RS: It’s interesting that two guys with big careers in journalism — Rick Hertzberg and Chris Matthews — wrote speeches for Jimmy Carter, who was one of the least effective presidential speechmakers. Those two were certainly not minor-league speechwriters.
One of the best was Ted Sorenson, who wrote for JFK, as did my father and Dick Goodwin. One reason Sorenson was so good was the chemistry between him and Kennedy. He could finish Kennedy’s sentences.
Reagan, on the other hand, was at a remove from his speech-writers. And they were often at war with senior staffers in Reagan’s White House. The speechwriters were hard-core conservatives who came up with the “evil empire” and other such lines that horrified the staffers. They were against that stuff for policy reasons. They didn’t view it as helpful.

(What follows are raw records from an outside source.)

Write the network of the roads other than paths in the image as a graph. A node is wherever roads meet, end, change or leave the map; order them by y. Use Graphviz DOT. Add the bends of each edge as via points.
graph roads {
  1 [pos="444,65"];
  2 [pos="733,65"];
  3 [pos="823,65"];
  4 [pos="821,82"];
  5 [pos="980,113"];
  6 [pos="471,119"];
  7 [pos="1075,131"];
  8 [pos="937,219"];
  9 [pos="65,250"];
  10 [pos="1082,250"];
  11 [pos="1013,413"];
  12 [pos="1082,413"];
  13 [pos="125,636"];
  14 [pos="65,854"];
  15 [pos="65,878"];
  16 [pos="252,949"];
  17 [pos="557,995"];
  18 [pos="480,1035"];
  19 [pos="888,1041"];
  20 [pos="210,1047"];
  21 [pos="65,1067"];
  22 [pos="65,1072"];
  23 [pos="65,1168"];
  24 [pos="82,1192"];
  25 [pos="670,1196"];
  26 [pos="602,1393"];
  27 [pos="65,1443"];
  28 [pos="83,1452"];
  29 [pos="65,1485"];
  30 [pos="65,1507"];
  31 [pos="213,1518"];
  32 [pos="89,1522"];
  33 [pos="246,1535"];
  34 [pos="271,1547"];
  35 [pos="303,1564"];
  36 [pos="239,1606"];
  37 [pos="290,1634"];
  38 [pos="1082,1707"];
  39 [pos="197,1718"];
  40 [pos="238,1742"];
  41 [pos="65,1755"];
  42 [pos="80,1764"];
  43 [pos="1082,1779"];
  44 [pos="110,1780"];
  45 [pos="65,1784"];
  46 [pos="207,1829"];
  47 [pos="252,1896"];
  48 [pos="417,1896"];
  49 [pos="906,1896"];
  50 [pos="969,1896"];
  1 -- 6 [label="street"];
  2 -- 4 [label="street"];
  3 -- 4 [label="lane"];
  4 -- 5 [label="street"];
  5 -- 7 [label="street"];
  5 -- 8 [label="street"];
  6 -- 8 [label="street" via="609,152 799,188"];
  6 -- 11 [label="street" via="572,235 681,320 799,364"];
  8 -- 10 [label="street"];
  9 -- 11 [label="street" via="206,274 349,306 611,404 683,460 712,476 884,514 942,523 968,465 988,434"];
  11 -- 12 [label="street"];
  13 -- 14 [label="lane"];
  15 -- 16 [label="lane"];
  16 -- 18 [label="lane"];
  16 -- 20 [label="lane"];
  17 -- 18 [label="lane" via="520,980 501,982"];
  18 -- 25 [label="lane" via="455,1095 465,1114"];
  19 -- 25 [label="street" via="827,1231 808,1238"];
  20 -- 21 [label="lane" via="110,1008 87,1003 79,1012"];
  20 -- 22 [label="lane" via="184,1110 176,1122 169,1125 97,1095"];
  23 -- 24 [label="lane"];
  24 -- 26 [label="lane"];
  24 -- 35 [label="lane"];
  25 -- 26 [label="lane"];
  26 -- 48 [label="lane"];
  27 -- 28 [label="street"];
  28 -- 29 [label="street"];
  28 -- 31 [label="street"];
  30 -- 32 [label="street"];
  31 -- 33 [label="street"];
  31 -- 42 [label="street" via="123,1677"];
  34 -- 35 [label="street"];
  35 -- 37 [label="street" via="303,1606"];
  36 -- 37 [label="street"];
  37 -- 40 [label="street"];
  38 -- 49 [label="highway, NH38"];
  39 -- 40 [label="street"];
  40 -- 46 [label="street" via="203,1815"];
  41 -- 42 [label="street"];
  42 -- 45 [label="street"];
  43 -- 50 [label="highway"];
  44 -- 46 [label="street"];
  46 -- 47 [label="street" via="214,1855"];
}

For JFK, the speechwriters were advisors themselves.
SD: What about FDR?
RS: He was one of the three best presidential speechmakers of the 20th century. Roosevelt wasn’t the first president with full-time speechwriters, but he was the president under whom it all flourished. He grasped the importance of mass media, understood he was speaking not just to whatever audience might be in front of him but really to the whole nation. He knew he was in effect speaking to people in their living rooms.

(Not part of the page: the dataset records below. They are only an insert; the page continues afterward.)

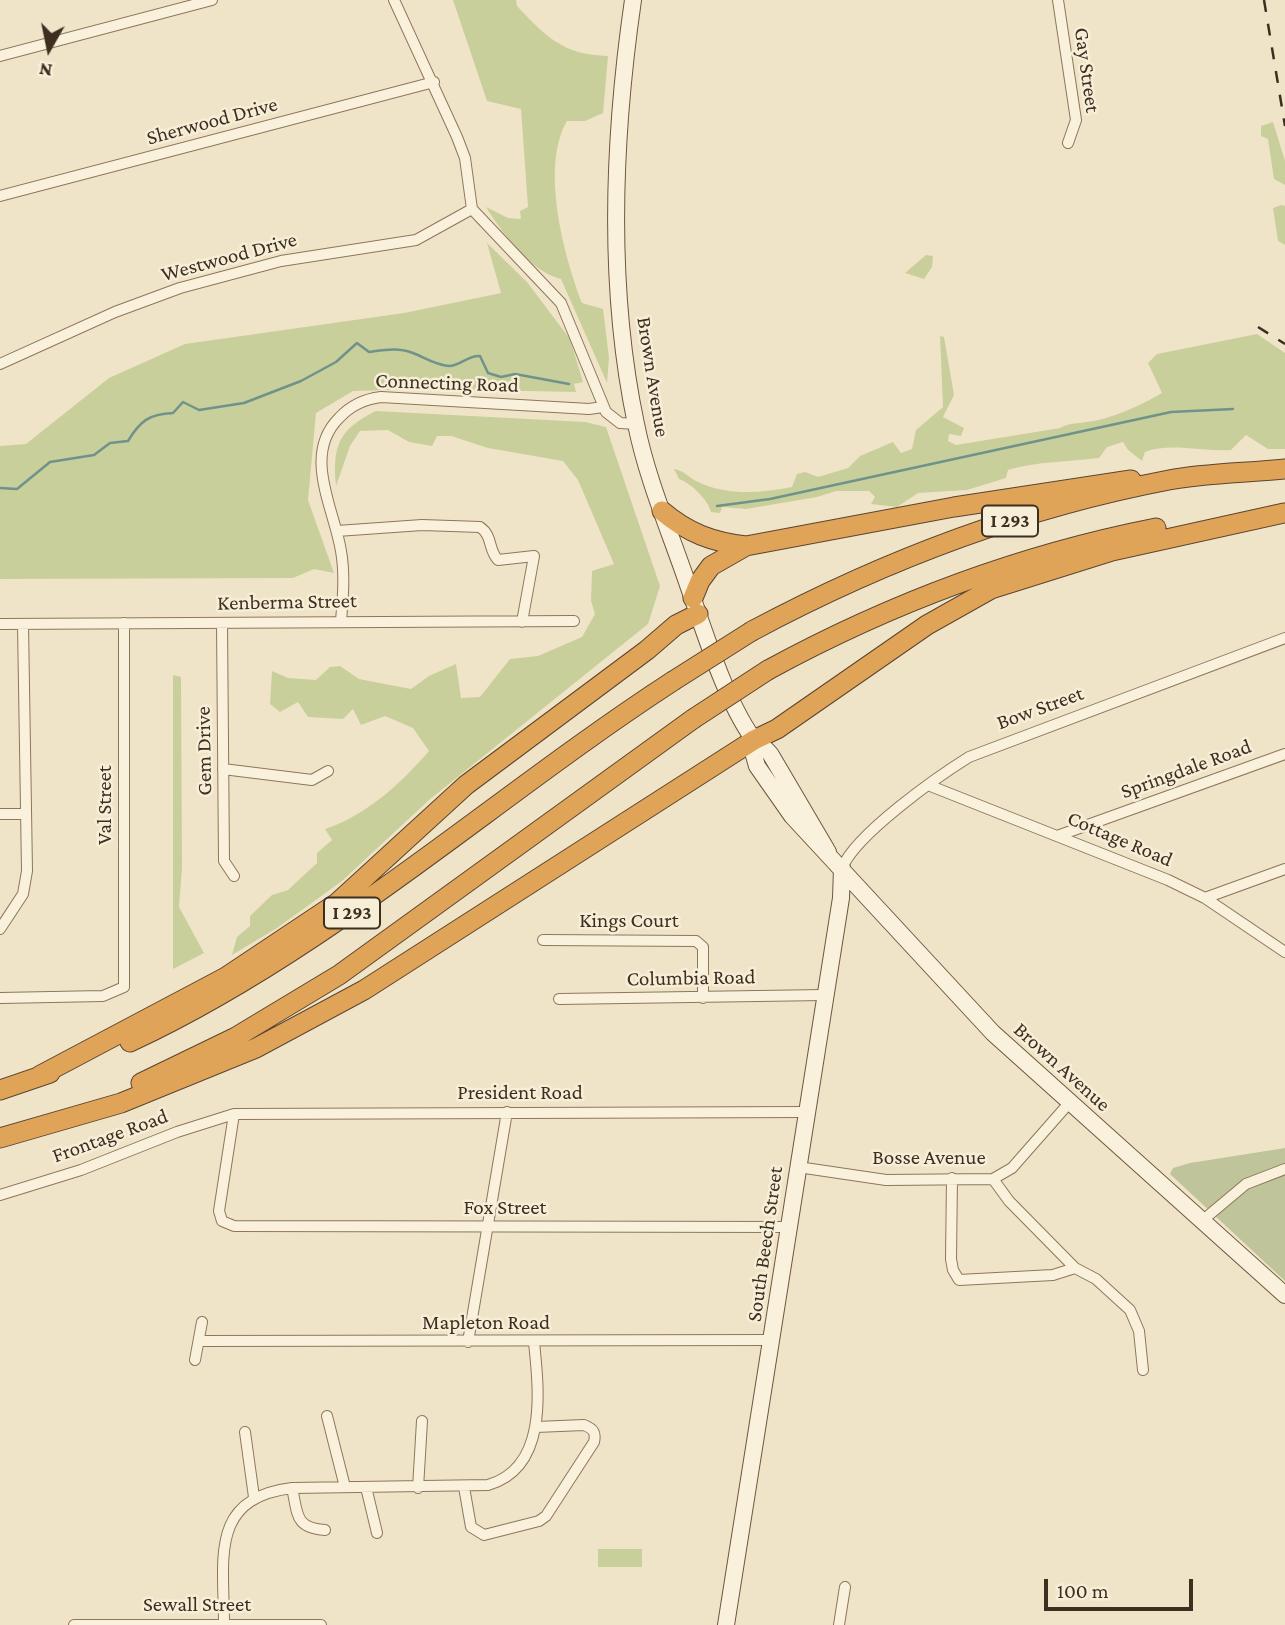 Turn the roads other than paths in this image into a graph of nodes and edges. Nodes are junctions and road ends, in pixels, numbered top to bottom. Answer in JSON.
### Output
{"nodes":[{"id":1,"x":212,"y":0,"type":"edge"},
{"id":2,"x":394,"y":0,"type":"edge"},
{"id":3,"x":634,"y":0,"type":"edge"},
{"id":4,"x":1058,"y":0,"type":"edge"},
{"id":5,"x":0,"y":55,"type":"edge"},
{"id":6,"x":433,"y":82,"type":"junction"},
{"id":7,"x":1068,"y":143,"type":"dead end"},
{"id":8,"x":0,"y":196,"type":"edge"},
{"id":9,"x":472,"y":209,"type":"junction"},
{"id":10,"x":0,"y":364,"type":"edge"},
{"id":11,"x":603,"y":407,"type":"junction"},
{"id":12,"x":636,"y":424,"type":"junction"},
{"id":13,"x":1285,"y":469,"type":"edge"},
{"id":14,"x":1171,"y":480,"type":"junction"},
{"id":15,"x":662,"y":511,"type":"junction"},
{"id":16,"x":1284,"y":513,"type":"edge"},
{"id":17,"x":337,"y":531,"type":"junction"},
{"id":18,"x":746,"y":546,"type":"junction"},
{"id":19,"x":696,"y":606,"type":"junction"},
{"id":20,"x":341,"y":621,"type":"junction"},
{"id":21,"x":575,"y":621,"type":"dead end"},
{"id":22,"x":124,"y":622,"type":"junction"},
{"id":23,"x":522,"y":622,"type":"junction"},
{"id":24,"x":222,"y":623,"type":"junction"},
{"id":25,"x":0,"y":624,"type":"edge"},
{"id":26,"x":23,"y":624,"type":"junction"},
{"id":27,"x":1285,"y":638,"type":"edge"},
{"id":28,"x":754,"y":740,"type":"junction"},
{"id":29,"x":1285,"y":754,"type":"edge"},
{"id":30,"x":223,"y":769,"type":"junction"},
{"id":31,"x":328,"y":771,"type":"dead end"},
{"id":32,"x":928,"y":785,"type":"junction"},
{"id":33,"x":0,"y":814,"type":"edge"},
{"id":34,"x":26,"y":814,"type":"junction"},
{"id":35,"x":1060,"y":835,"type":"junction"},
{"id":36,"x":842,"y":868,"type":"junction"},
{"id":37,"x":1285,"y":869,"type":"edge"},
{"id":38,"x":234,"y":876,"type":"dead end"},
{"id":39,"x":1205,"y":898,"type":"junction"},
{"id":40,"x":0,"y":929,"type":"edge"},
{"id":41,"x":543,"y":940,"type":"dead end"},
{"id":42,"x":1285,"y":951,"type":"edge"},
{"id":43,"x":824,"y":995,"type":"junction"},
{"id":44,"x":0,"y":998,"type":"edge"},
{"id":45,"x":703,"y":998,"type":"junction"},
{"id":46,"x":559,"y":999,"type":"dead end"},
{"id":47,"x":39,"y":1076,"type":"junction"},
{"id":48,"x":0,"y":1090,"type":"edge"},
{"id":49,"x":1070,"y":1102,"type":"junction"},
{"id":50,"x":507,"y":1112,"type":"junction"},
{"id":51,"x":807,"y":1112,"type":"junction"},
{"id":52,"x":234,"y":1114,"type":"junction"},
{"id":53,"x":67,"y":1117,"type":"junction"},
{"id":54,"x":0,"y":1138,"type":"edge"},
{"id":55,"x":798,"y":1167,"type":"junction"},
{"id":56,"x":1285,"y":1169,"type":"edge"},
{"id":57,"x":952,"y":1178,"type":"junction"},
{"id":58,"x":993,"y":1179,"type":"junction"},
{"id":59,"x":0,"y":1195,"type":"edge"},
{"id":60,"x":1202,"y":1220,"type":"junction"},
{"id":61,"x":789,"y":1227,"type":"junction"},
{"id":62,"x":489,"y":1228,"type":"junction"},
{"id":63,"x":1075,"y":1268,"type":"junction"},
{"id":64,"x":1285,"y":1295,"type":"edge"},
{"id":65,"x":202,"y":1322,"type":"dead end"},
{"id":66,"x":772,"y":1340,"type":"junction"},
{"id":67,"x":199,"y":1341,"type":"junction"},
{"id":68,"x":468,"y":1342,"type":"junction"},
{"id":69,"x":534,"y":1342,"type":"junction"},
{"id":70,"x":195,"y":1360,"type":"dead end"},
{"id":71,"x":1143,"y":1370,"type":"dead end"},
{"id":72,"x":327,"y":1416,"type":"dead end"},
{"id":73,"x":422,"y":1421,"type":"dead end"},
{"id":74,"x":536,"y":1427,"type":"junction"},
{"id":75,"x":245,"y":1432,"type":"dead end"},
{"id":76,"x":345,"y":1487,"type":"junction"},
{"id":77,"x":366,"y":1487,"type":"junction"},
{"id":78,"x":464,"y":1487,"type":"junction"},
{"id":79,"x":292,"y":1488,"type":"junction"},
{"id":80,"x":418,"y":1488,"type":"junction"},
{"id":81,"x":254,"y":1497,"type":"junction"},
{"id":82,"x":325,"y":1530,"type":"dead end"},
{"id":83,"x":377,"y":1533,"type":"dead end"},
{"id":84,"x":845,"y":1587,"type":"dead end"},
{"id":85,"x":224,"y":1624,"type":"edge"},
{"id":86,"x":74,"y":1625,"type":"edge"},
{"id":87,"x":320,"y":1625,"type":"edge"},
{"id":88,"x":726,"y":1625,"type":"edge"},
{"id":89,"x":839,"y":1625,"type":"edge"}],
"edges":[{"from":1,"to":5,"type":"street"},
{"from":2,"to":6,"type":"street"},
{"from":3,"to":12,"type":"main road","name":"Brown Avenue"},
{"from":4,"to":7,"type":"street","name":"Gay Street"},
{"from":6,"to":8,"type":"street","name":"Sherwood Drive"},
{"from":6,"to":9,"type":"street"},
{"from":9,"to":10,"type":"street","name":"Westwood Drive"},
{"from":9,"to":11,"type":"street"},
{"from":11,"to":12,"type":"street"},
{"from":11,"to":17,"type":"street","name":"Connecting Road"},
{"from":12,"to":15,"type":"main road","name":"Brown Avenue"},
{"from":13,"to":14,"type":"highway","number":"I 293"},
{"from":14,"to":18,"type":"highway"},
{"from":14,"to":47,"type":"highway","number":"I 293","bridge":true},
{"from":15,"to":18,"type":"highway"},
{"from":15,"to":19,"type":"main road","name":"Brown Avenue"},
{"from":16,"to":28,"type":"highway"},
{"from":16,"to":53,"type":"highway","number":"I 293","bridge":true},
{"from":17,"to":20,"type":"street","name":"Connecting Road"},
{"from":17,"to":23,"type":"street"},
{"from":18,"to":19,"type":"highway"},
{"from":19,"to":28,"type":"main road","name":"Brown Avenue"},
{"from":19,"to":47,"type":"highway"},
{"from":20,"to":23,"type":"street","name":"Kenberma Street"},
{"from":20,"to":24,"type":"street","name":"Kenberma Street"},
{"from":21,"to":23,"type":"street","name":"Kenberma Street"},
{"from":22,"to":24,"type":"street","name":"Kenberma Street"},
{"from":22,"to":26,"type":"street","name":"Kenberma Street"},
{"from":22,"to":44,"type":"street","name":"Val Street"},
{"from":24,"to":30,"type":"street","name":"Gem Drive"},
{"from":25,"to":26,"type":"street","name":"Kenberma Street"},
{"from":26,"to":34,"type":"street"},
{"from":27,"to":32,"type":"street","name":"Bow Street"},
{"from":28,"to":36,"type":"main road","name":"Brown Avenue"},
{"from":28,"to":53,"type":"highway"},
{"from":29,"to":35,"type":"street","name":"Springdale Road"},
{"from":30,"to":31,"type":"street"},
{"from":30,"to":38,"type":"street","name":"Gem Drive"},
{"from":32,"to":35,"type":"street","name":"Cottage Road"},
{"from":32,"to":36,"type":"street","name":"Bow Street"},
{"from":33,"to":34,"type":"street"},
{"from":34,"to":40,"type":"street"},
{"from":35,"to":39,"type":"street","name":"Cottage Road"},
{"from":36,"to":43,"type":"main road","name":"South Beech Street"},
{"from":36,"to":49,"type":"main road","name":"Brown Avenue"},
{"from":37,"to":39,"type":"street"},
{"from":39,"to":42,"type":"street","name":"Cottage Road"},
{"from":41,"to":45,"type":"street","name":"Kings Court"},
{"from":43,"to":45,"type":"street","name":"Columbia Road"},
{"from":43,"to":51,"type":"main road","name":"South Beech Street"},
{"from":45,"to":46,"type":"street","name":"Columbia Road"},
{"from":47,"to":48,"type":"highway","number":"I 293"},
{"from":49,"to":58,"type":"street","name":"Bosse Avenue"},
{"from":49,"to":60,"type":"main road","name":"Brown Avenue"},
{"from":50,"to":51,"type":"street","name":"President Road"},
{"from":50,"to":52,"type":"street","name":"President Road"},
{"from":50,"to":62,"type":"street"},
{"from":51,"to":55,"type":"main road","name":"South Beech Street"},
{"from":52,"to":59,"type":"street","name":"Frontage Road"},
{"from":52,"to":62,"type":"street","name":"Fox Street"},
{"from":53,"to":54,"type":"highway","number":"I 293"},
{"from":55,"to":57,"type":"street","name":"Bosse Avenue"},
{"from":55,"to":61,"type":"main road","name":"South Beech Street"},
{"from":56,"to":60,"type":"street"},
{"from":57,"to":58,"type":"street","name":"Bosse Avenue"},
{"from":57,"to":63,"type":"street"},
{"from":58,"to":63,"type":"street"},
{"from":60,"to":64,"type":"main road","name":"Brown Avenue"},
{"from":61,"to":62,"type":"street","name":"Fox Street"},
{"from":61,"to":66,"type":"main road","name":"South Beech Street"},
{"from":62,"to":68,"type":"street"},
{"from":63,"to":71,"type":"street"},
{"from":65,"to":67,"type":"street"},
{"from":66,"to":69,"type":"street","name":"Mapleton Road"},
{"from":66,"to":88,"type":"main road","name":"South Beech Street"},
{"from":67,"to":68,"type":"street","name":"Mapleton Road"},
{"from":67,"to":70,"type":"street"},
{"from":68,"to":69,"type":"street","name":"Mapleton Road"},
{"from":69,"to":74,"type":"street"},
{"from":72,"to":76,"type":"street"},
{"from":73,"to":80,"type":"street"},
{"from":74,"to":78,"type":"street"},
{"from":74,"to":78,"type":"street"},
{"from":75,"to":81,"type":"street"},
{"from":76,"to":77,"type":"street"},
{"from":76,"to":79,"type":"street"},
{"from":77,"to":80,"type":"street"},
{"from":77,"to":83,"type":"street"},
{"from":78,"to":80,"type":"street"},
{"from":79,"to":81,"type":"street"},
{"from":79,"to":82,"type":"street"},
{"from":81,"to":85,"type":"street"},
{"from":84,"to":89,"type":"street"},
{"from":85,"to":86,"type":"street","name":"Sewall Street"},
{"from":85,"to":87,"type":"street","name":"Sewall Street"}]}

SD: What do you think of McCain’s and Obama’s speechmaking?
RS: McCain’s principal speechwriter is Mark Salter, and he knows McCain quite well. He can presumably write in McCain’s voice, but McCain’s speeches are hamstrung by the fact that he can’t deliver them very well.
The Republican Party in the Reagan years was fully aware of the importance of the staging of events. I don’t know what’s happened, but the staging of McCain’s speeches has been so appallingly bad. There were those random weird pictures behind him [at the GOP convention] and a set that made him look like a green man. I’m not a McCain supporter, but I do think of him as a genuine American hero. He deserves better than this.
Obama is obviously a whole other story. He writes a lot of his own stuff.
A striking difference between McCain and Obama, in addition to their speechmaking skills, is that Obama clearly gets the importance of this role. He knows it’s a critical tool of being a president. He sees you have to use the whole tool set.
With McCain, you have to wonder if he shares the belief of George H.W. Bush in substance triumphing over style. The first Bush I’d rate as one of the least effective presidential speechmakers of recent times — him and Carter and Gerald Ford. It’s interesting that the presidents who were not very good in office were also not very good at giving speeches.
SD: Aren’t speeches less important now because our culture is so visual, so multimedia?
RS: No, speeches are still really important. They can have a huge impact.
It is harder now to penetrate the clutter of media, but a president still has what Roosevelt called the bully pulpit. The president’s got the ability to cut through all the clutter.
What a president says is actually so much more important now than in earlier times, even if he’s only delivering what’s called Rose Garden rubbish. Maybe he’s just welcoming a Boy Scout troop to the Rose Garden but there are still cameras trained on him that will pick it up if he says something stupid. It’s like Obama at that fundraiser, where he spoke about Americans “clinging” to guns and religion. Someone’s going to have a camera and whatever you say is going to be on YouTube.
SD: What do you think of the media’s coverage of this campaign? There’s a lot of discussion about the need to point out stuff that isn’t true or accurate, to not insist on remaining “objective.”
RS: The media as a whole should strive to achieve objectivity, by which I mean being fair and presenting both sides. But politicians will take advantage of this presumption of seriousness on the part of the media. If a campaign says something — no matter how inane or inaccurate — much of the media feels an obligation to report it as though it were a serious statement.
The danger of challenging this is that you can go too far in the other direction and end up as Fox News or MSNBC. I think MSNBC was quite right, by the way, to get rid of Chris Matthews and Keith Olbermann as anchors. The distinction between reporting and commentary is disappearing, and that’s dangerous.